■ WHAT TO WORK ON ■
Retype the whole listing, character for character.

┌──

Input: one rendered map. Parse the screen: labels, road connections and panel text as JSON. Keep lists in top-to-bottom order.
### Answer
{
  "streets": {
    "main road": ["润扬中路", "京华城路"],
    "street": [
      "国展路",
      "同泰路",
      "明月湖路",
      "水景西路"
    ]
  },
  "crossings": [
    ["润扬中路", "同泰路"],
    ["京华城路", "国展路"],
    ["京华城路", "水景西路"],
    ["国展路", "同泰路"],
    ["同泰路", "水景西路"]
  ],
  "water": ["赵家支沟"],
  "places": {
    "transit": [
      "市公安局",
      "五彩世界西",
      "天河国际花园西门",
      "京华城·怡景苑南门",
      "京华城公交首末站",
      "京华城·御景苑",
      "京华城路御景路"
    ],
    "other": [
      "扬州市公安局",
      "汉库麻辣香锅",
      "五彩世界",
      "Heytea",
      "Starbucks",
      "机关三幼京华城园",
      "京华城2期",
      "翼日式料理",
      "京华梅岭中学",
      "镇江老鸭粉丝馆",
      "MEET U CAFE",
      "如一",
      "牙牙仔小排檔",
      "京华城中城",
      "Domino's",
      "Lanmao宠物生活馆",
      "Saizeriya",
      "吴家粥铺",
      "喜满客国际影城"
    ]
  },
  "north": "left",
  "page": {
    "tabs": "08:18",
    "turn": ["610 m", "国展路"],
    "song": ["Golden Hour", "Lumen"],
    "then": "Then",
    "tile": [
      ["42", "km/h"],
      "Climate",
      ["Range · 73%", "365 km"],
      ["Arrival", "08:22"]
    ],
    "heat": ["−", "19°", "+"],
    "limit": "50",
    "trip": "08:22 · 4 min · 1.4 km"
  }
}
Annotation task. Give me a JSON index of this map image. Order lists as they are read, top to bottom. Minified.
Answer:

└──

■ ANSWER AREA ■
Input: one rendered map. Parse the screen: labels, road connections and panel text as JSON. Keep lists in top-to-bottom order.
### Answer
{
  "streets": {
    "main road": ["润扬中路", "京华城路"],
    "street": [
      "国展路",
      "同泰路",
      "明月湖路",
      "水景西路"
    ]
  },
  "crossings": [
    ["润扬中路", "同泰路"],
    ["京华城路", "国展路"],
    ["京华城路", "水景西路"],
    ["国展路", "同泰路"],
    ["同泰路", "水景西路"]
  ],
  "water": ["赵家支沟"],
  "places": {
    "transit": [
      "市公安局",
      "五彩世界西",
      "天河国际花园西门",
      "京华城·怡景苑南门",
      "京华城公交首末站",
      "京华城·御景苑",
      "京华城路御景路"
    ],
    "other": [
      "扬州市公安局",
      "汉库麻辣香锅",
      "五彩世界",
      "Heytea",
      "Starbucks",
      "机关三幼京华城园",
      "京华城2期",
      "翼日式料理",
      "京华梅岭中学",
      "镇江老鸭粉丝馆",
      "MEET U CAFE",
      "如一",
      "牙牙仔小排檔",
      "京华城中城",
      "Domino's",
      "Lanmao宠物生活馆",
      "Saizeriya",
      "吴家粥铺",
      "喜满客国际影城"
    ]
  },
  "north": "left",
  "page": {
    "tabs": "08:18",
    "turn": ["610 m", "国展路"],
    "song": ["Golden Hour", "Lumen"],
    "then": "Then",
    "tile": [
      ["42", "km/h"],
      "Climate",
      ["Range · 73%", "365 km"],
      ["Arrival", "08:22"]
    ],
    "heat": ["−", "19°", "+"],
    "limit": "50",
    "trip": "08:22 · 4 min · 1.4 km"
  }
}
Annotation task. Give me a JSON index of this map image. Order lists as they are read, top to bottom. Minified.
Answer:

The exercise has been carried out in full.